Rodney Stark defends God’s Battalions

Recently I quoted a chunk from Emmanuel Todd’s Lineages of Modernity, in the course of which chunk Todd praised the historian Rodney Stark. I looked up Stark on Amazon and encountered a familiar book cover. I realised that I already possessed Stark’s book defending the Crusades, entitled God’s Battalions: The Case For The Crusades.

Here is the Introduction of that book, entitled “Greedy barbarians in armor?”:

ON NOVEMBER 27, 1095, Pope Urban II mounted a platform set up in a meadow outside the French city of Clermont, surrounded in all directions by an immense crowd. A vigorous man of fifty-three, Urban was blessed with an unusually powerful and expressive voice that made it possible for him to be heard at a great distance. On this memorable occasion, addressing a multitude that included poor peasants as well as nobility and clergy, the pope gave a speech that changed history.

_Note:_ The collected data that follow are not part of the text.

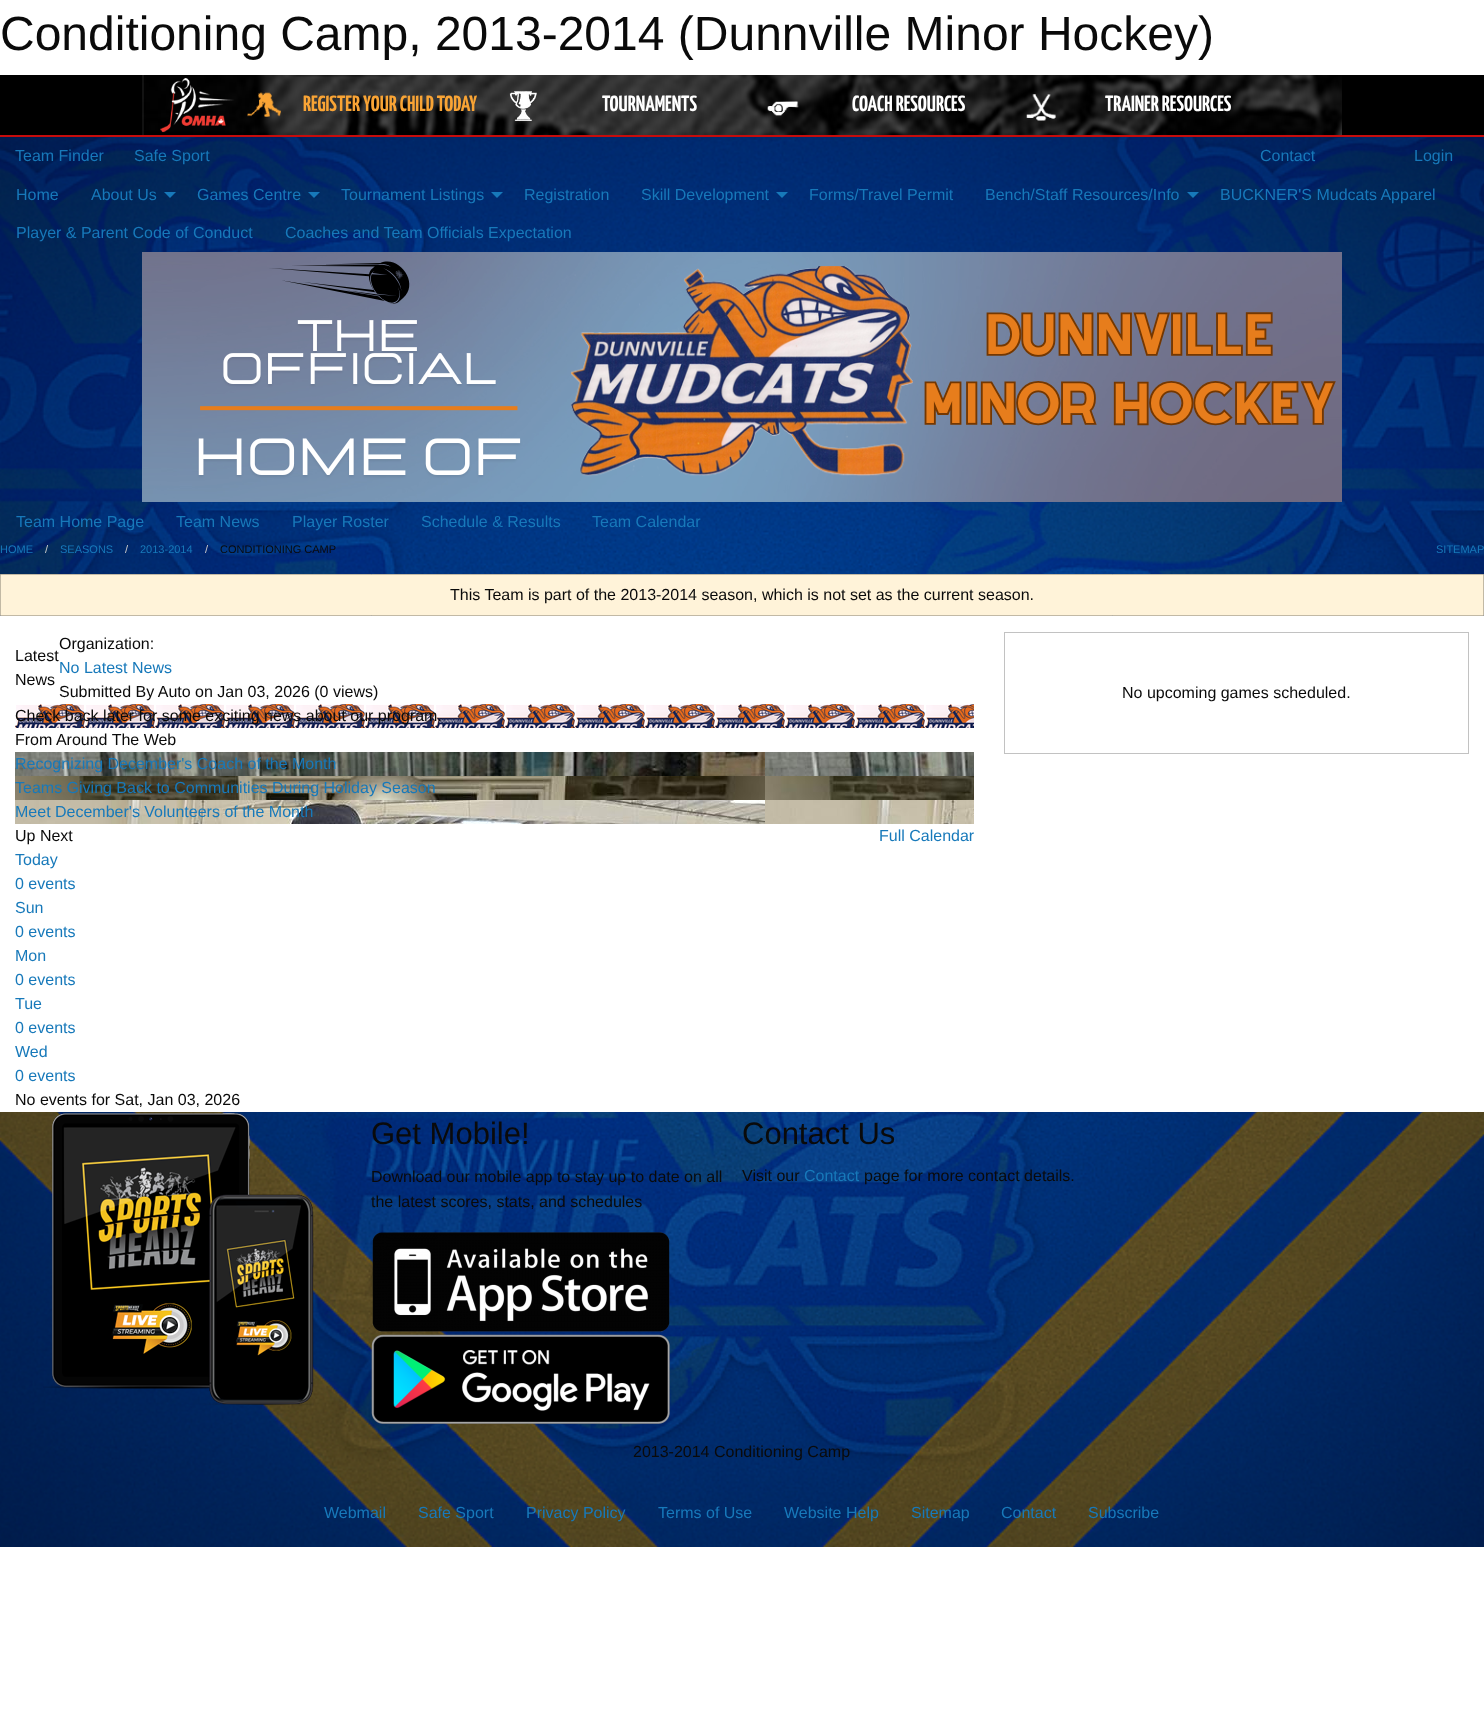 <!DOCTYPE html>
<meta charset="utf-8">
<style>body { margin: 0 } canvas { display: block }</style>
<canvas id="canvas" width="1484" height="1720"></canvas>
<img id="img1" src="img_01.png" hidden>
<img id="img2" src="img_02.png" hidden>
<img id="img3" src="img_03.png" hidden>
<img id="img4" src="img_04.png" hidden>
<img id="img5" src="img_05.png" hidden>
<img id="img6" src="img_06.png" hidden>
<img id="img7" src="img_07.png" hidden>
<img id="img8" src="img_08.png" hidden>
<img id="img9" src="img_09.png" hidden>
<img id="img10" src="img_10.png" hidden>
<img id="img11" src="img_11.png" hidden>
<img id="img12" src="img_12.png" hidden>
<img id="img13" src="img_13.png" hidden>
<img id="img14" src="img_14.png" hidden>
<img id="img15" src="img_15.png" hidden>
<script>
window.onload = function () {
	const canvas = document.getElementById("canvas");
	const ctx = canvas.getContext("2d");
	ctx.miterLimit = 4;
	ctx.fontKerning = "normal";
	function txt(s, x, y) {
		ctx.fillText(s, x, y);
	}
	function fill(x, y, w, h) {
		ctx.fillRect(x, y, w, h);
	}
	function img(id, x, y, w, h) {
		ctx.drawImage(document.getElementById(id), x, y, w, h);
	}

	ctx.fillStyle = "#FFFFFF";
	fill(0, 0, 1484, 1720);
	ctx.fillStyle = "#000000";
	fill(0, 75, 1484, 60);
	ctx.fillStyle = "#C60C0C";
	fill(0, 135, 1484, 2);
	img("img1", 142, 75, 1200, 60);
	img("img2", 160, 78, 74, 55);
	img("img3", 247, 92, 34, 25);
	img("img4", 509, 91, 28, 31);
	img("img5", 767, 101, 32, 15);
	img("img6", 1026, 94, 30, 27);
	img("img7", 0, 137, 1484, 1410);
	ctx.fillStyle = "#1779BA";
	ctx.beginPath();
	ctx.moveTo(164, 192);
	ctx.lineTo(176, 192);
	ctx.lineTo(170, 198);
	ctx.closePath();
	ctx.fill();
	ctx.beginPath();
	ctx.moveTo(308, 192);
	ctx.lineTo(320, 192);
	ctx.lineTo(314, 198);
	ctx.closePath();
	ctx.fill();
	ctx.beginPath();
	ctx.moveTo(491, 192);
	ctx.lineTo(503, 192);
	ctx.lineTo(497, 198);
	ctx.closePath();
	ctx.fill();
	ctx.beginPath();
	ctx.moveTo(776, 192);
	ctx.lineTo(788, 192);
	ctx.lineTo(782, 198);
	ctx.closePath();
	ctx.fill();
	ctx.beginPath();
	ctx.moveTo(1187, 192);
	ctx.lineTo(1199, 192);
	ctx.lineTo(1193, 198);
	ctx.closePath();
	ctx.fill();
	img("img8", 142, 252, 1200, 250);
	ctx.fillStyle = "#FFFFFF";
	fill(0, 616, 1484, 496);
	ctx.fillStyle = "#FFF3D9";
	ctx.beginPath();
	ctx.rect(0.5, 574.5, 1483, 41);
	ctx.fill();
	ctx.strokeStyle = "#C2B9A5";
	ctx.stroke();
	img("img9", 15, 704, 959, 24);
	img("img10", 15, 752, 959, 24);
	img("img11", 15, 776, 959, 24);
	img("img12", 15, 800, 959, 24);
	ctx.strokeStyle = "#C2C2C2";
	ctx.strokeRect(1004.5, 632.5, 464, 121);
	img("img13", 43, 1112, 271, 293);
	img("img14", 372, 1232, 298, 100);
	img("img15", 371, 1334, 299, 90);
	ctx.font = "48px Liberation Sans";
	ctx.fillStyle = "#0A0A0A";
	txt("Conditioning Camp, 2013-2014 (Dunnville Minor Hockey)", 0, 50);
	ctx.font = "200 22px Yanone Kaffeesatz";
	ctx.fillStyle = "#F9A435";
	txt("REGISTER YOUR CHILD TODAY", 303, 111);
	ctx.fillStyle = "#FFFFFF";
	txt("TOURNAMENTS", 602, 111);
	txt("COACH RESOURCES", 852, 111);
	txt("TRAINER RESOURCES", 1105, 111);
	ctx.font = "16px Liberation Sans";
	ctx.fillStyle = "#1779BA";
	txt("Team Finder", 15, 161);
	txt("Safe Sport", 134, 161);
	txt("Contact", 1260, 161);
	txt("Login", 1414, 161);
	txt("Home", 16, 200);
	txt("About Us", 91, 200);
	txt("Games Centre", 197, 200);
	txt("Tournament Listings", 341, 200);
	txt("Registration", 524, 200);
	txt("Skill Development", 641, 200);
	txt("Forms/Travel Permit", 809, 200);
	txt("Bench/Staff Resources/Info", 985, 200);
	txt("BUCKNER'S Mudcats Apparel", 1220, 200);
	txt("Player & Parent Code of Conduct", 16, 238);
	txt("Coaches and Team Officials Expectation", 285, 238);
	txt("Team Home Page", 16, 527);
	txt("Team News", 176, 527);
	txt("Player Roster", 292, 527);
	txt("Schedule & Results", 421, 527);
	txt("Team Calendar", 592, 527);
	ctx.font = "11px Liberation Sans";
	txt("HOME", 0, 553);
	ctx.fillStyle = "#CACACA";
	txt("/", 45, 553);
	ctx.fillStyle = "#1779BA";
	txt("SEASONS", 60, 553);
	ctx.fillStyle = "#CACACA";
	txt("/", 125, 553);
	ctx.fillStyle = "#1779BA";
	txt("2013-2014", 140, 553);
	ctx.fillStyle = "#CACACA";
	txt("/", 205, 553);
	ctx.fillStyle = "#0A0A0A";
	txt("CONDITIONING CAMP", 220, 553);
	ctx.fillStyle = "#1779BA";
	txt("SITEMAP", 1436, 553);
	ctx.font = "16px Liberation Sans";
	ctx.fillStyle = "#0A0A0A";
	txt("This Team is part of the 2013-2014 season, which is not set as the current season.", 450, 600);
	txt("Latest", 15, 661);
	txt("News", 15, 685);
	txt("Organization:", 59, 649);
	ctx.fillStyle = "#1779BA";
	txt("No Latest News", 59, 673);
	ctx.fillStyle = "#0A0A0A";
	txt("Submitted By Auto on Jan 03, 2026 (0 views)", 59, 697);
	txt("Check back later for some exciting news about our program.", 15, 721);
	txt("From Around The Web", 15, 745);
	ctx.fillStyle = "#1779BA";
	txt("Recognizing December's Coach of the Month", 15, 769);
	txt("Teams Giving Back to Communities During Holiday Season", 15, 793);
	txt("Meet December's Volunteers of the Month", 15, 817);
	ctx.fillStyle = "#0A0A0A";
	txt("No upcoming games scheduled.", 1122, 698);
	txt("Up Next", 15, 841);
	ctx.fillStyle = "#1779BA";
	txt("Full Calendar", 879, 841);
	txt("Today", 15, 865);
	txt("0 events", 15, 889);
	txt("Sun", 15, 913);
	txt("0 events", 15, 937);
	txt("Mon", 15, 961);
	txt("0 events", 15, 985);
	txt("Tue", 15, 1009);
	txt("0 events", 15, 1033);
	txt("Wed", 15, 1057);
	txt("0 events", 15, 1081);
	ctx.fillStyle = "#0A0A0A";
	txt("No events for Sat, Jan 03, 2026", 15, 1105);
	ctx.font = "31px Liberation Sans";
	txt("Get Mobile!", 371, 1144);
	ctx.font = "16px Liberation Sans";
	txt("Download our mobile app to stay up to date on all", 371, 1182);
	txt("the latest scores, stats, and schedules", 371, 1207);
	ctx.font = "31px Liberation Sans";
	txt("Contact Us", 742, 1144);
	ctx.font = "16px Liberation Sans";
	txt("Visit our", 742, 1181);
	ctx.fillStyle = "#1779BA";
	txt("Contact", 804, 1181);
	ctx.fillStyle = "#0A0A0A";
	txt("page for more contact details.", 864, 1181);
	txt("2013-2014 Conditioning Camp", 633, 1457);
	ctx.fillStyle = "#1779BA";
	txt("Webmail", 324, 1518);
	txt("Safe Sport", 418, 1518);
	txt("Privacy Policy", 526, 1518);
	txt("Terms of Use", 658, 1518);
	txt("Website Help", 784, 1518);
	txt("Sitemap", 911, 1518);
	txt("Contact", 1001, 1518);
	txt("Subscribe", 1088, 1518);
};
</script>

Urban had arranged the gathering in response to a letter from Alexius Comnenus, emperor of Byzantium, who had written from his embattled capital of Constantinople to the Count of Flanders requesting that he and his fellow Christians send forces to help the Byzantines repel the Seljuk Turks, recent converts to Islam who had invaded the Middle East, captured Jerusalem, and driven to within one hundred miles of Constantinople. In his letter, the emperor detailed gruesome tortures of Christian pilgrims to the Holy Land and vile desecrations of churches, altars, and baptismal fonts. Should Constantinople fall to the Turks, not only would thousands more Christians be murdered, tortured, and raped, but also “the most holy relics of the Saviour,” gathered over the centuries, would be lost. “Therefore in the name of God … we implore you to bring this city all the faithful soldiers of Christ … [I]n your coming you will find your reward in heaven, and if you do not come, God will condemn you.”

There were many reasons that Europeans might have ignored any plea for help from Byzantium. For one thing, their cultural heritage as well as their Christianity was Roman, while the Byzantines were Greeks, whose lifestyle seemed decadent to Europeans and whose “Orthodox” Christianity held Latin Catholicism in contempt – often persecuting its priests and practitioners. Nevertheless, when Pope Urban II read this letter he was determined that it be answered by worthy deeds, and he arranged for a church council at Clermont, which he followed with his famous speech.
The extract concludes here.